The 2-silaketenyl radical (HCSiO): Ground and first excited electronic states

Abstract

The ground and first excited electronic states of the 2-silaketenyl radical (HCSiO) have been studied systematically employing ab initio electronic structure theory. The ground (X̃2A″) state of HCSiO is found to have a trans-planar bent structure, while the first excited (Ã2A′) state possesses a linear equilibrium configuration. The X̃2A″ state of HCSiO is more distorted from linearity and is more polar than the ground state of HCCO. With our most reliable level of theory, cc-pVQZ CCSD(T), the classical X̃–Ã splitting was determined to be only 5.8kcal/mol (0.25eV, 2030cm−1). The ground state of HCSiO was found to be quite stable thermodynamically against the two dissociation reactions HCSiO(X̃2A″)→H(2S)+CSiO(X̃3Σ−) and HCSiO(X̃2A″)→CH(X̃2Π)+SiO(X̃1Σ+). HCSiO in its ground electronic state is predicted to lie 36.7kcal/mol above the HSiCO ground state.
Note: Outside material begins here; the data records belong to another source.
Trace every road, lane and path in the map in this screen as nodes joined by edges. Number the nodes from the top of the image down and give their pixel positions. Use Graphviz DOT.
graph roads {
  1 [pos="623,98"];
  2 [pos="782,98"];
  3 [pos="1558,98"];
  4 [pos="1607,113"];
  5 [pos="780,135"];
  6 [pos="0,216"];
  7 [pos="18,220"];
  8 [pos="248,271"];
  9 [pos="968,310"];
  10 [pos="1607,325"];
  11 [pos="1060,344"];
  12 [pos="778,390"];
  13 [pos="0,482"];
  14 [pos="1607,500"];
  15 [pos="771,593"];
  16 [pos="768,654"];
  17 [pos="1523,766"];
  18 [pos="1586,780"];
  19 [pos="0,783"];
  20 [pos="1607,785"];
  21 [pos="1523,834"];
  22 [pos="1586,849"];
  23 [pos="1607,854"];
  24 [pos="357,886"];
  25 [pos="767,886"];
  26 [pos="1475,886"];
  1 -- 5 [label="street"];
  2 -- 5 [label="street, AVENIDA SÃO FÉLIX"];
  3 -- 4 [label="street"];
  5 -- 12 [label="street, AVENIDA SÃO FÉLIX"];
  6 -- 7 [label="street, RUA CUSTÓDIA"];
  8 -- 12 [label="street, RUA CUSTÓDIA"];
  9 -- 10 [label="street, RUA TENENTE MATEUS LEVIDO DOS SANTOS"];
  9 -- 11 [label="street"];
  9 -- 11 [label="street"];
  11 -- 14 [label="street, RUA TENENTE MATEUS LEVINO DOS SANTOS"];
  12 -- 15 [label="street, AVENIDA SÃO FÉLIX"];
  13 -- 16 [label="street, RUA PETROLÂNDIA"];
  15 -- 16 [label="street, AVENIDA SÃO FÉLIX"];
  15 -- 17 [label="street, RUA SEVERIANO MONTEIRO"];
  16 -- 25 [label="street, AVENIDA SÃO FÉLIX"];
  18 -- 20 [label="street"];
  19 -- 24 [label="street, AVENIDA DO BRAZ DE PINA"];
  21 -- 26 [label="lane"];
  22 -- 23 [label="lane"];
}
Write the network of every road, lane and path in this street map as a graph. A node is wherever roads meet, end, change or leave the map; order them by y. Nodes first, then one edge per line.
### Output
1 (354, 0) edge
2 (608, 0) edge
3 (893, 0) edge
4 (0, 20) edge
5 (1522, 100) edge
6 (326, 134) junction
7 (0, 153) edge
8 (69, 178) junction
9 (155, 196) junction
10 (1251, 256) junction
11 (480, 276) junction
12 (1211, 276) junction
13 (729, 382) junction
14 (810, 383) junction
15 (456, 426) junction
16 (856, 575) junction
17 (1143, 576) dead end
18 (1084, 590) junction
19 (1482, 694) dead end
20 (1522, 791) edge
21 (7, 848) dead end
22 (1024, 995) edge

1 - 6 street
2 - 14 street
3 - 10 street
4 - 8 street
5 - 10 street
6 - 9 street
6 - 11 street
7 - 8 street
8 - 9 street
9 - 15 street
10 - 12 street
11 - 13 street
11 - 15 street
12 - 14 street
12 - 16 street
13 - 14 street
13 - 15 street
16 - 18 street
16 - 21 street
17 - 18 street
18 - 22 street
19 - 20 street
The structural and energetic features for the two lowest-lying states of HCSiO are closer to the corresponding states of HCCO than to those of HSiCO and HSiSiO. Due to its large dipole moment and the substantial infrared (IR) intensities of some of the vibrational modes, the HCSiO radical may be suitable for microwave and IR spectroscopic investigations.